▶ **What you need to do**
Nothing in the records may be dropped or altered when you repeat them.

▶ **Entries shown**
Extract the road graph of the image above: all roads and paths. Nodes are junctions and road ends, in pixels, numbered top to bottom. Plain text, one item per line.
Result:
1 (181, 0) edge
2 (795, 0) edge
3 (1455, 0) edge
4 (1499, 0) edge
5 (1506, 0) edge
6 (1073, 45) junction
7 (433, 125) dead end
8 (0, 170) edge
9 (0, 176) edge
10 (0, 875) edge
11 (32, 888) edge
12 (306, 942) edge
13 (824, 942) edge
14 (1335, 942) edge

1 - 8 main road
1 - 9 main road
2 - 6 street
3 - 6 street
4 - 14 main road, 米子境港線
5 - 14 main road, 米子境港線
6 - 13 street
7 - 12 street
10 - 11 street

▶ **Solved exercise**
Extract the road graph of the image above: all roads and paths. Nodes are junctions and road ends, in pixels, numbered top to bottom. Plain text, one item per line.
Result:
1 (181, 0) edge
2 (795, 0) edge
3 (1455, 0) edge
4 (1499, 0) edge
5 (1506, 0) edge
6 (1073, 45) junction
7 (433, 125) dead end
8 (0, 170) edge
9 (0, 176) edge
10 (0, 875) edge
11 (32, 888) edge
12 (306, 942) edge
13 (824, 942) edge
14 (1335, 942) edge

1 - 8 main road
1 - 9 main road
2 - 6 street
3 - 6 street
4 - 14 main road, 米子境港線
5 - 14 main road, 米子境港線
6 - 13 street
7 - 12 street
10 - 11 street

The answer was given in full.